■ **Task material**
━━━━━━━━━━━━━━━━

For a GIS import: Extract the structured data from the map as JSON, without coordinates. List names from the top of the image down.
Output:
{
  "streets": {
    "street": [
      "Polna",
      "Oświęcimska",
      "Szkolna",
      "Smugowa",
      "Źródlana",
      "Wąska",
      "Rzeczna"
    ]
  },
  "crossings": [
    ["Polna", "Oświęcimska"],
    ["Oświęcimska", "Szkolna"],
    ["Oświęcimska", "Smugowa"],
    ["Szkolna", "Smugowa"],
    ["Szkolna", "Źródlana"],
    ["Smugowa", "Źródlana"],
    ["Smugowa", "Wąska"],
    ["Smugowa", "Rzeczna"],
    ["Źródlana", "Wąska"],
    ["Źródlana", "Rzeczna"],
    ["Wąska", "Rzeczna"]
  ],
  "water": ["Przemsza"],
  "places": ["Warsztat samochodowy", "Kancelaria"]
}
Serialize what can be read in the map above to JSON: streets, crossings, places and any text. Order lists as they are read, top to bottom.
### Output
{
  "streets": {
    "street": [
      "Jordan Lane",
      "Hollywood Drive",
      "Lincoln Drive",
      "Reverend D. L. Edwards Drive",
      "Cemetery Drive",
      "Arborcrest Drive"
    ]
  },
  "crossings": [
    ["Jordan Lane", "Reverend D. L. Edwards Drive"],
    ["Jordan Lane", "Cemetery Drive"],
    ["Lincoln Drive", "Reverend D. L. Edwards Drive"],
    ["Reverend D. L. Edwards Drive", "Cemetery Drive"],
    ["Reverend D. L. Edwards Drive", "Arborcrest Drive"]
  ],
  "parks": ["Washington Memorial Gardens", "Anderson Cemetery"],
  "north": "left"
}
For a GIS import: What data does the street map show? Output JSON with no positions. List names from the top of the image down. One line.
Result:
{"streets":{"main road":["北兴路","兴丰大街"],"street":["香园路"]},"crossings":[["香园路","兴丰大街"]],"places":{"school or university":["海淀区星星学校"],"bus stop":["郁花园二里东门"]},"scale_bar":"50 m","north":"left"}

━━━━━━━━━━━━━━━━

■ **About this task**
Starting at the line that contains "For a GIS import: What", restate word for word every line through the last one in the records above. Return nothing else.

■ **Written answer**
For a GIS import: What data does the street map show? Output JSON with no positions. List names from the top of the image down. One line.
Result:
{"streets":{"main road":["北兴路","兴丰大街"],"street":["香园路"]},"crossings":[["香园路","兴丰大街"]],"places":{"school or university":["海淀区星星学校"],"bus stop":["郁花园二里东门"]},"scale_bar":"50 m","north":"left"}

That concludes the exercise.